RESENHA - O Vilarejo

20:19:00


Título: O Vilarejo
Autor: Raphael Montes
Editora: Suma de Letras
Páginas: 96
Ano: 2015

Ultimamente eu tenho me interessado muito por autores nacionais e também não é de hoje que venho desenvolvendo certa curiosidade pelo gênero de terror/suspense (apesar de, na prática, ter lido muito pouco). Foi assim que um belo dia ouvi falar desse tal O Vilarejo, o terceiro e mais recente livro de Raphael Montes. Além de ter o “double check”, a história realmente acendeu em mim a fagulha chamada preciso ler isso hoje. Resumo: no dia seguinte já estava com o livro embaixo do braço.

Dividido em sete contos, o livro é sobre um vilarejo (juuura?!) em algum lugar assolado por um inverno rigoroso, pela guerra civil e esquecido pelo resto mundo.

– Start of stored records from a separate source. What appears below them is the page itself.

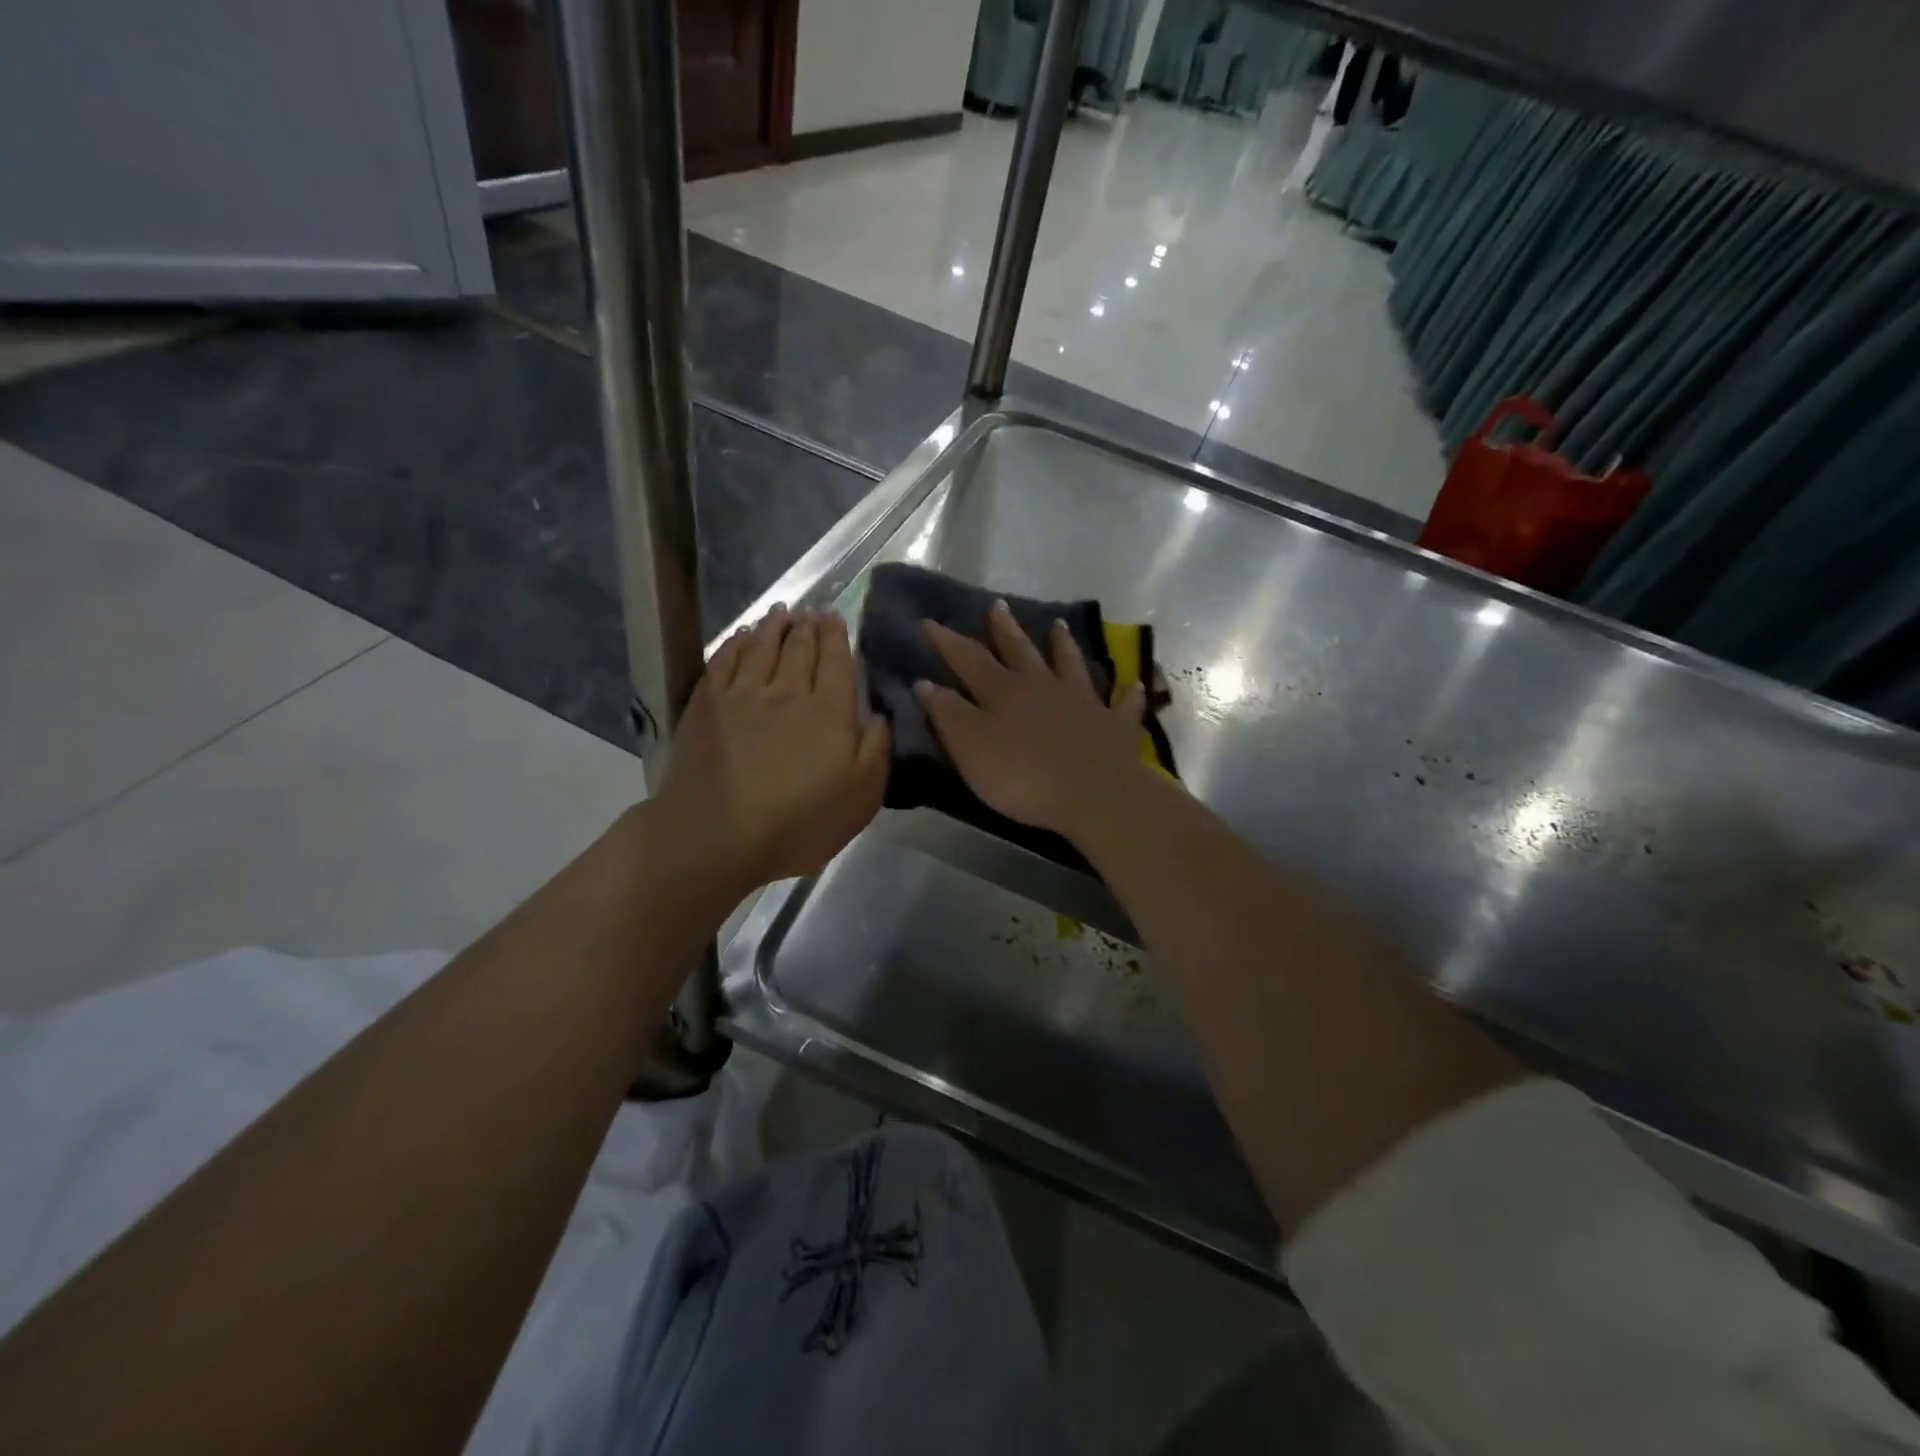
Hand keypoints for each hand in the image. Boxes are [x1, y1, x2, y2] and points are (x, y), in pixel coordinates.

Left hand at [657, 606, 888, 891]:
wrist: (718, 836)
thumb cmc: (799, 823)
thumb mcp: (862, 796)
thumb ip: (876, 748)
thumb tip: (878, 714)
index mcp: (829, 711)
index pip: (836, 660)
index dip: (836, 635)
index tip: (835, 617)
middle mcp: (787, 690)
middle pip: (799, 647)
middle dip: (809, 626)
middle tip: (812, 612)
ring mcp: (743, 694)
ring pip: (762, 646)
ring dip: (774, 626)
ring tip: (781, 613)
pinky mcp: (707, 704)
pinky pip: (725, 660)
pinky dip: (736, 643)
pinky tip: (741, 638)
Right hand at [917, 600, 1148, 839]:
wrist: (1091, 792)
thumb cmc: (1021, 774)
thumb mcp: (969, 746)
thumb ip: (947, 714)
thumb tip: (925, 682)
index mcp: (1002, 691)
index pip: (968, 658)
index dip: (947, 640)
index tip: (929, 621)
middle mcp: (1042, 686)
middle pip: (1020, 650)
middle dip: (1005, 628)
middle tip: (998, 604)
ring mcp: (1081, 702)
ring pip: (1070, 665)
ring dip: (1063, 645)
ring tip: (1059, 624)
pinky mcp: (1113, 726)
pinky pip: (1122, 705)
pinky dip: (1127, 694)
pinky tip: (1134, 685)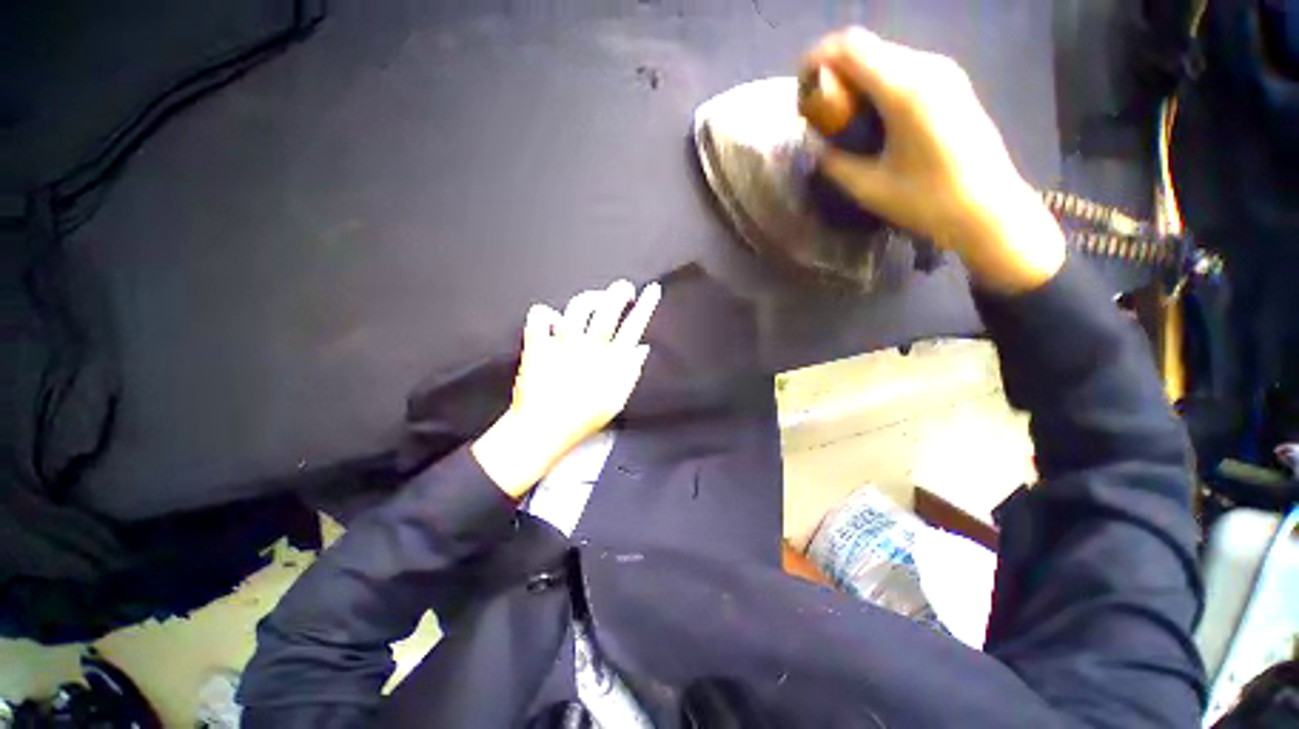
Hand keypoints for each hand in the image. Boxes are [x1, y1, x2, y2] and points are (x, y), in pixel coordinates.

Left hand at [471, 280, 660, 497]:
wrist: (542, 430)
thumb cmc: (583, 419)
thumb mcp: (617, 401)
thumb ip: (631, 372)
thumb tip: (642, 348)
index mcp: (610, 363)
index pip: (634, 327)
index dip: (646, 306)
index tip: (652, 290)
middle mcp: (588, 349)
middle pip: (607, 310)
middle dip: (619, 292)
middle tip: (624, 290)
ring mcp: (561, 346)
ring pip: (576, 308)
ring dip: (588, 299)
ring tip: (593, 302)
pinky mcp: (538, 346)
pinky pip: (539, 317)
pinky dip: (545, 314)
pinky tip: (553, 321)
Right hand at [804, 28, 1065, 292]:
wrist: (988, 209)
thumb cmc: (927, 201)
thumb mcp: (868, 188)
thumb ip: (834, 162)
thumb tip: (816, 147)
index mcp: (904, 90)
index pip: (851, 47)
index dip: (818, 58)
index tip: (801, 87)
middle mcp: (926, 67)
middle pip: (868, 46)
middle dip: (834, 69)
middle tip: (818, 108)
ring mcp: (944, 72)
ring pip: (885, 55)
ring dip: (856, 76)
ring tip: (841, 113)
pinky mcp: (952, 83)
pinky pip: (904, 68)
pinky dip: (878, 82)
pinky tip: (871, 114)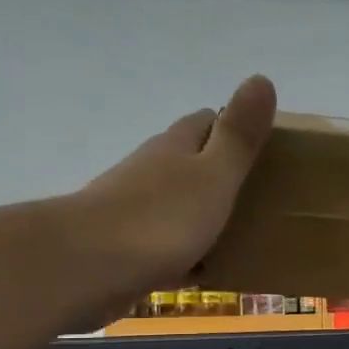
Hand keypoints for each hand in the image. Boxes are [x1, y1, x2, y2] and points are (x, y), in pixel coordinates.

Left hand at [59, 75, 276, 315]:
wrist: (86, 267)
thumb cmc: (160, 218)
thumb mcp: (213, 176)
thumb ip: (238, 136)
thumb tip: (261, 78)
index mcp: (174, 148)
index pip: (205, 122)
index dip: (231, 127)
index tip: (263, 145)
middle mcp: (150, 171)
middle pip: (188, 162)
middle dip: (218, 171)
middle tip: (258, 192)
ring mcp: (132, 210)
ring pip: (175, 203)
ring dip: (201, 212)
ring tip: (238, 232)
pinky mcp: (124, 248)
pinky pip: (165, 246)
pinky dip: (186, 253)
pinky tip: (202, 270)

Os capítulos contam as histórias dos moradores e correspondem aos demônios que representam cada um dos sete pecados capitais: Belzebu - Gula, Leviathan - Inveja, Lúcifer - Soberba, Asmodeus - Luxúria, Belphegor - Preguiça, Mammon - Avareza e Satan - Ira.

Apesar de estarem sob influência desses demônios/pecados, são os próprios moradores os responsáveis por tudo de macabro que acontece no lugar. Isso por si só já um super diferencial. Não há vilões, os grandes antagonistas do livro são as pessoas que, em situações limites, são levadas a cometerem as maiores atrocidades.

Os contos não precisam ser lidos na sequência e não seguem uma ordem cronológica, mas as histórias vão se entrelaçando ao longo do livro de maneira sutil e muito bem trabalhada. Daquele jeitinho único que produz reações tipo: “Nooooossa, que f***!”, à medida que a leitura avança.

Quando comecei, não sabia muito bem o que esperar. De novo, li pouquíssimas coisas de terror e não conhecia nada do Raphael Montes. Mas logo no “Banquete para Anatole” (o primeiro conto), já fui atropelada por doses de psicopatia e violência, o que foi sensacional e me deixou com gostinho de quero mais! Seria esse também um sinal de psicopatia???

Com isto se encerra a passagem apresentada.